» **YOUR ASSIGNMENT**:
Leave every picture out, and print the full listing again exactly.

» **PROVIDED ENTRIES**:
++++++
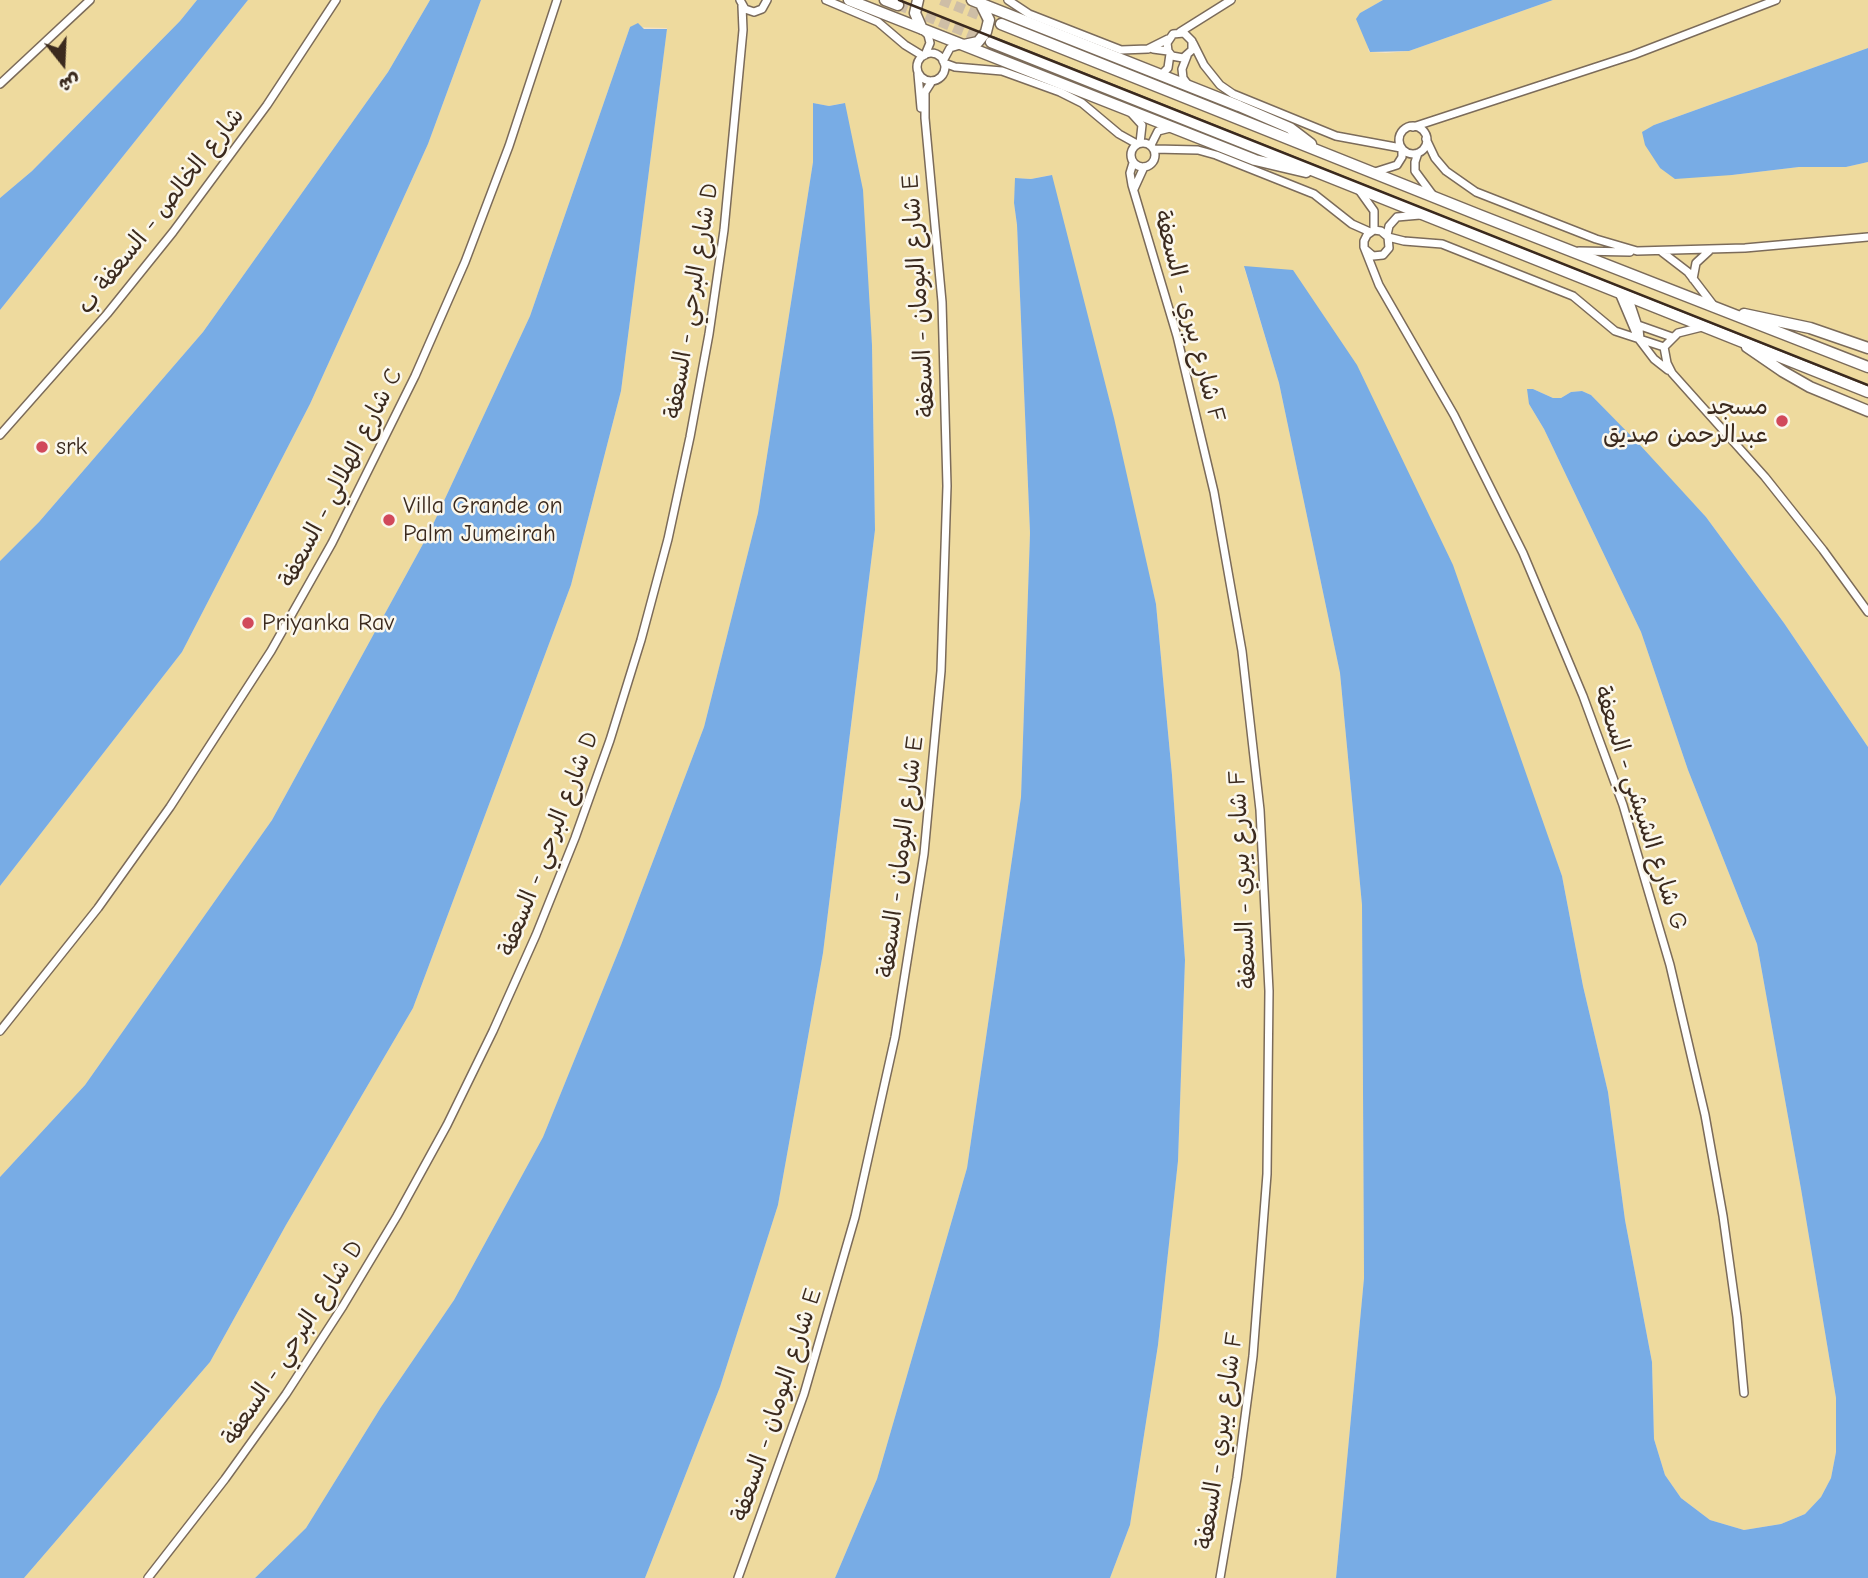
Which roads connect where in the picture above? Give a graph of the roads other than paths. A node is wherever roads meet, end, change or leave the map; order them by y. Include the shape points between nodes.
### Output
1 (90, 0) edge
2 (336, 0) edge
3 (556, 0) edge
4 (826, 0) edge
5 (849, 0) edge
6 (885, 0) edge
7 (918, 0) edge
8 (1007, 0) edge
9 (1231, 0) edge
10 (1776, 0) edge
11 (768, 1) edge
12 (976, 1) edge
13 (741, 3) edge
14 (898, 5) dead end
15 (754, 12) junction
16 (1204, 17) junction
17 (1001, 24) tunnel mouth
18 (922, 29) junction
19 (743, 30) junction
20 (1180, 32) junction
21 (1168, 39) junction
22 (991, 42) tunnel mouth
23 (1192, 42) junction
24 (905, 45) junction
25 (960, 45) junction
26 (1148, 48) junction
27 (1169, 52) junction
28 (924, 55) junction
29 (1187, 56) junction
30 (944, 62) junction
31 (1204, 65) junction
32 (964, 68) junction
33 (918, 69) junction
34 (942, 75) junction
35 (1161, 75) junction
36 (932, 81) junction
37 (0, 84) edge
38 (1189, 86) junction
39 (1126, 110) junction
40 (925, 118) junction
41 (1439, 118) junction
42 (1413, 127) junction
43 (1170, 128) junction
44 (1114, 130) junction
45 (1401, 133) junction
46 (1426, 137) junction
47 (1377, 142) junction
48 (1139, 143) junction
49 (1152, 147) junction
50 (1401, 148) junction
51 (1316, 149) junction
52 (1179, 151) junction
53 (1130, 153) junction
54 (1419, 153) junction
55 (1154, 162) junction
56 (1438, 162) junction
57 (1133, 163) junction
58 (1144, 167) junction
59 (1375, 172) junction
60 (1317, 173) junction
61 (1359, 189) junction
62 (1134, 190) junction
63 (1432, 194) junction
64 (1423, 215) junction
65 (1352, 224) junction
66 (1372, 231) junction
67 (1388, 236) junction
68 (1868, 237) edge
69 (1415, 242) junction
70 (1365, 247) junction
71 (1388, 250) junction
72 (1709, 250) junction
73 (1575, 251) junction
74 (1637, 251) junction
75 (1660, 251) junction
76 (1380, 256) junction
77 (1375, 275) junction
78 (1693, 279) junction
79 (1623, 295) junction
80 (1721, 310) junction
81 (1638, 325) junction
82 (1704, 327) junction
83 (1672, 337) junction
84 (1640, 340) junction
85 (1738, 340) junction
86 (1664, 347) junction
87 (1868, 348) edge
88 (1868, 367) edge
89 (1672, 373) junction
90 (1868, 392) edge
91 (1868, 411) edge
92 (0, 435) edge
93 (1868, 612) edge
94 (0, 1031) edge
95 (1744, 1393) dead end
96 (148, 1578) edge
97 (738, 1578) edge
98 (1220, 1578) edge

1 - 37 street
2 - 92 street, شارع الخالص - السعفة ب via 267,105 181,222
3 - 94 street, شارع الهلالي - السعفة C via 509,146 464,262 399,410 332,543 245,693 170,807 98,908
4 - 24 street via 872,19
5 - 18 main road
6 - 14 main road
7 - 18 main road via 915,13
8 - 26 street via 1029,14 1114,48
9 - 16 street
10 - 41 street via 1633,55
11 - 15 street
12 - 25 main road via 987,14 986,32 978,42
12 - 35 main road
13 - 15 street
13 - 19 street, شارع البرحي - السعفة D
15 - 19 street, شارع البرحي - السعفة D
16 - 20 street
16 - 23 street
17 - 51 main road
18 - 25 main road
18 - 28 street via 929,39
19 - 96 street, شارع البرحي - السعفة D via 724,230 690,437 640,640 575,838 493,1031 397,1216 286,1394
20 - 21 street
20 - 23 street
21 - 26 street
21 - 27 street
22 - 60 main road
23 - 29 street
23 - 31 street
24 - 28 street
24 - 33 street
25 - 30 street via 950,48
25 - 39 main road
26 - 27 street
27 - 29 street
27 - 35 street via 1169,63
28 - 30 street via 937,55
28 - 33 street
29 - 31 street
29 - 38 street via 1182,74
30 - 32 street
30 - 34 street
31 - 47 street via 1238,97 1336,136
32 - 34 street
32 - 44 street via 1002,71 1060,92 1088,107
33 - 36 street via 923,78
33 - 40 street, شارع البومان - السعفة E
34 - 36 street
35 - 38 main road
36 - 40 street, شارع البومان - السعفة E via 925,92
38 - 51 main road via 1282,124
39 - 43 main road
39 - 48 street via 1140,121
40 - 97 street, شارع البومان - السعفة E via 942,302 947,499 942,671 924,855 895,1037 855,1217 804,1394
41 - 42 street
41 - 46 street
42 - 45 street
42 - 46 street
43 - 49 street via 1158,131
43 - 60 main road via 1267,164
44 - 48 street
44 - 53 street
45 - 47 street
45 - 50 street
46 - 54 street
46 - 56 street
47 - 50 street
48 - 49 street
48 - 53 street
49 - 52 street
49 - 55 street
50 - 54 street
50 - 59 street via 1397,165
51 - 59 main road
52 - 55 street
52 - 65 street via 1210,153 1306,190
53 - 57 street
54 - 56 street
54 - 63 street via 1415,171
55 - 58 street
56 - 74 street via 1476,192
57 - 58 street
57 - 62 street, شارع يبري - السعفة F via 1130,179
58 - 62 street, شارع يبري - السعفة F
59 - 63 main road
60 - 61 main road
61 - 64 main road
61 - 66 street via 1374,211
62 - 98 street, شارع يبري - السعفة F via 1177,336 1214,492 1243,664 1261,824 1270,1052 1265,1223 1246,1417
63 - 73 main road
64 - 67 street via 1397,217
64 - 79 main road
65 - 66 street
65 - 70 street, شارع الشيشي - السعفة G
66 - 67 street
66 - 70 street via 1365,238
67 - 69 street
67 - 71 street
68 - 72 street
69 - 71 street
69 - 84 street via 1442,244 1573,296 1608,326
70 - 76 street via 1373,256
70 - 77 street, شارع الشيشي - السعفة G
71 - 76 street
72 - 75 street
72 - 78 street via 1696,263
73 - 74 street
73 - 80 main road
74 - 75 street
75 - 78 street
76 - 77 street
77 - 95 street, شارع الشيشي - السعفة G via 1460,426 1523,553 1574,672 1623,805 1670,965 1705,1115 1729,1254
78 - 80 street
79 - 81 street
79 - 82 main road
79 - 84 street
80 - 87 main road via 1800,326
80 - 88 main road
81 - 83 street
81 - 84 street
82 - 83 street
82 - 85 main road
83 - 86 street
84 - 86 street
84 - 89 street
85 - 90 main road
85 - 91 main road via 1797,380
86 - 89 street
89 - 93 street via 1773,486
++++++
» **WORKED SOLUTION**:
Which roads connect where in the picture above? Give a graph of the roads other than paths. A node is wherever roads meet, end, change or leave the map; order them by y. Include the shape points between nodes.
### Output
1 (90, 0) edge
2 (336, 0) edge
3 (556, 0) edge
4 (826, 0) edge
5 (849, 0) edge
6 (885, 0) edge
7 (918, 0) edge
8 (1007, 0) edge
9 (1231, 0) edge
10 (1776, 0) edge
11 (768, 1) edge
12 (976, 1) edge
13 (741, 3) edge
14 (898, 5) dead end
15 (754, 12) junction
16 (1204, 17) junction
17 (1001, 24) tunnel mouth
18 (922, 29) junction
19 (743, 30) junction
20 (1180, 32) junction
21 (1168, 39) junction
22 (991, 42) tunnel mouth
23 (1192, 42) junction
24 (905, 45) junction
25 (960, 45) junction
26 (1148, 48) junction
27 (1169, 52) junction
28 (924, 55) junction
29 (1187, 56) junction
30 (944, 62) junction
31 (1204, 65) junction
32 (964, 68) junction
33 (918, 69) junction
34 (942, 75) junction
35 (1161, 75) junction
36 (932, 81) junction
37 (0, 84) edge
38 (1189, 86) junction
39 (1126, 110) junction
40 (925, 118) junction
41 (1439, 118) junction
42 (1413, 127) junction
43 (1170, 128) junction
44 (1114, 130) junction
45 (1401, 133) junction
46 (1426, 137) junction
47 (1377, 142) junction
48 (1139, 143) junction
49 (1152, 147) junction
50 (1401, 148) junction
51 (1316, 149) junction
52 (1179, 151) junction
53 (1130, 153) junction
54 (1419, 153) junction
55 (1154, 162) junction
56 (1438, 162) junction
57 (1133, 163) junction
58 (1144, 167) junction
59 (1375, 172) junction
60 (1317, 173) junction
61 (1359, 189) junction
62 (1134, 190) junction
63 (1432, 194) junction
64 (1423, 215) junction
65 (1352, 224) junction
66 (1372, 231) junction
67 (1388, 236) junction
68 (1868, 237) edge
69 (1415, 242) junction
70 (1365, 247) junction
71 (1388, 250) junction
72 (1709, 250) junction
73 (1575, 251) junction
74 (1637, 251) junction
75 (1660, 251) junction
76 (1380, 256) junction
77 (1375, 275) junction
78 (1693, 279) junction
79 (1623, 295) junction
80 (1721, 310) junction
81 (1638, 325) junction
82 (1704, 327) junction
83 (1672, 337) junction
84 (1640, 340) junction
85 (1738, 340) junction
86 (1664, 347) junction
87 (1868, 348) edge
88 (1868, 367) edge
89 (1672, 373) junction
90 (1868, 392) edge
91 (1868, 411) edge
92 (0, 435) edge
93 (1868, 612) edge
94 (0, 1031) edge
95 (1744, 1393) dead end
96 (148, 1578) edge
97 (738, 1578) edge
98 (1220, 1578) edge

1 - 37 street
2 - 92 street, شارع الخالص - السعفة ب via 267,105 181,222
3 - 94 street, شارع الهلالي - السعفة C via 509,146 464,262 399,410 332,543 245,693 170,807 98,908
4 - 24 street via 872,19
5 - 18 main road
6 - 14 main road
7 - 18 main road via 915,13
8 - 26 street via 1029,14 1114,48
9 - 16 street
10 - 41 street via 1633,55
11 - 15 street
12 - 25 main road via 987,14 986,32 978,42
12 - 35 main road
13 - 15 street
13 - 19 street, شارع البرحي - السعفة D
15 - 19 street, شارع البرحي - السعفة D
16 - 20 street
16 - 23 street
17 - 51 main road
18 - 25 main road
18 - 28 street via 929,39
19 - 96 street, شارع البرحي - السعفة D via 724,230 690,437 640,640 575,838 493,1031 397,1216 286,1394
20 - 21 street
20 - 23 street
21 - 26 street
21 - 27 street
22 - 60 main road
23 - 29 street
23 - 31 street
24 - 28 street
24 - 33 street
25 - 30 street via 950,48
25 - 39 main road
26 - 27 street
27 - 29 street
27 - 35 street via 1169,63
28 - 30 street via 937,55
28 - 33 street
29 - 31 street
29 - 38 street via 1182,74
30 - 32 street
30 - 34 street
31 - 47 street via 1238,97 1336,136
32 - 34 street
32 - 44 street via 1002,71 1060,92 1088,107
33 - 36 street via 923,78
33 - 40 street, شارع البومان - السعفة E
34 - 36 street
35 - 38 main road
36 - 40 street, شارع البومان - السعفة E via 925,92
38 - 51 main road via 1282,124
39 - 43 main road
39 - 48 street via 1140,121
40 - 97 street, شارع البومان - السعفة E via 942,302 947,499 942,671 924,855 895,1037 855,1217 804,1394
41 - 42 street
41 - 46 street
42 - 45 street
42 - 46 street
43 - 49 street via 1158,131
43 - 60 main road via 1267,164
44 - 48 street
44 - 53 street
45 - 47 street
45 - 50 street
46 - 54 street
46 - 56 street
47 - 50 street
48 - 49 street
48 - 53 street
49 - 52 street
49 - 55 street
50 - 54 street
50 - 59 street via 1397,165
51 - 59 main road
52 - 55 street
52 - 65 street via 1210,153 1306,190
53 - 57 street
54 - 56 street
54 - 63 street via 1415,171
55 - 58 street
56 - 74 street via 1476,192
57 - 58 street
57 - 62 street, شارع يبري - السعفة F via 1130,179
58 - 62 street, شارع يبري - السعفة F
59 - 63 main road
60 - 61 main road
61 - 64 main road
61 - 66 street via 1374,211
62 - 98 street, شارع يبري - السعفة F via 1177,336 1214,492 1243,664 1261,824 1270,1052 1265,1223 1246,1417
63 - 73 main road
64 - 67 street via 1397,217
64 - 79 main road
65 - 66 street
65 - 70 street, شارع الشيشي - السعفة G
66 - 67 street
66 - 70 street via 1365,238
67 - 69 street
67 - 71 street
68 - 72 street
69 - 71 street
69 - 84 street via 1442,244 1573,296 1608,326
70 - 76 street via 1373,256
70 - 77 street, شارع الشيشي - السعفة G
71 - 76 street
72 - 75 street
72 - 78 street via 1696,263
73 - 74 street
73 - 80 main road
74 - 75 street
75 - 78 street
76 - 77 street
77 - 95 street, شارع الشيشي - السعفة G via 1460,426 1523,553 1574,672 1623,805 1670,965 1705,1115 1729,1254
78 - 80 street
79 - 81 street
79 - 82 main road
79 - 84 street
80 - 87 main road via 1800,326
80 - 88 main road
81 - 83 street
81 - 84 street
82 - 83 street
82 - 85 main road
83 - 86 street
84 - 86 street
84 - 89 street
85 - 90 main road
85 - 91 main road via 1797,380
86 - 89 street
89 - 93 street via 1773,486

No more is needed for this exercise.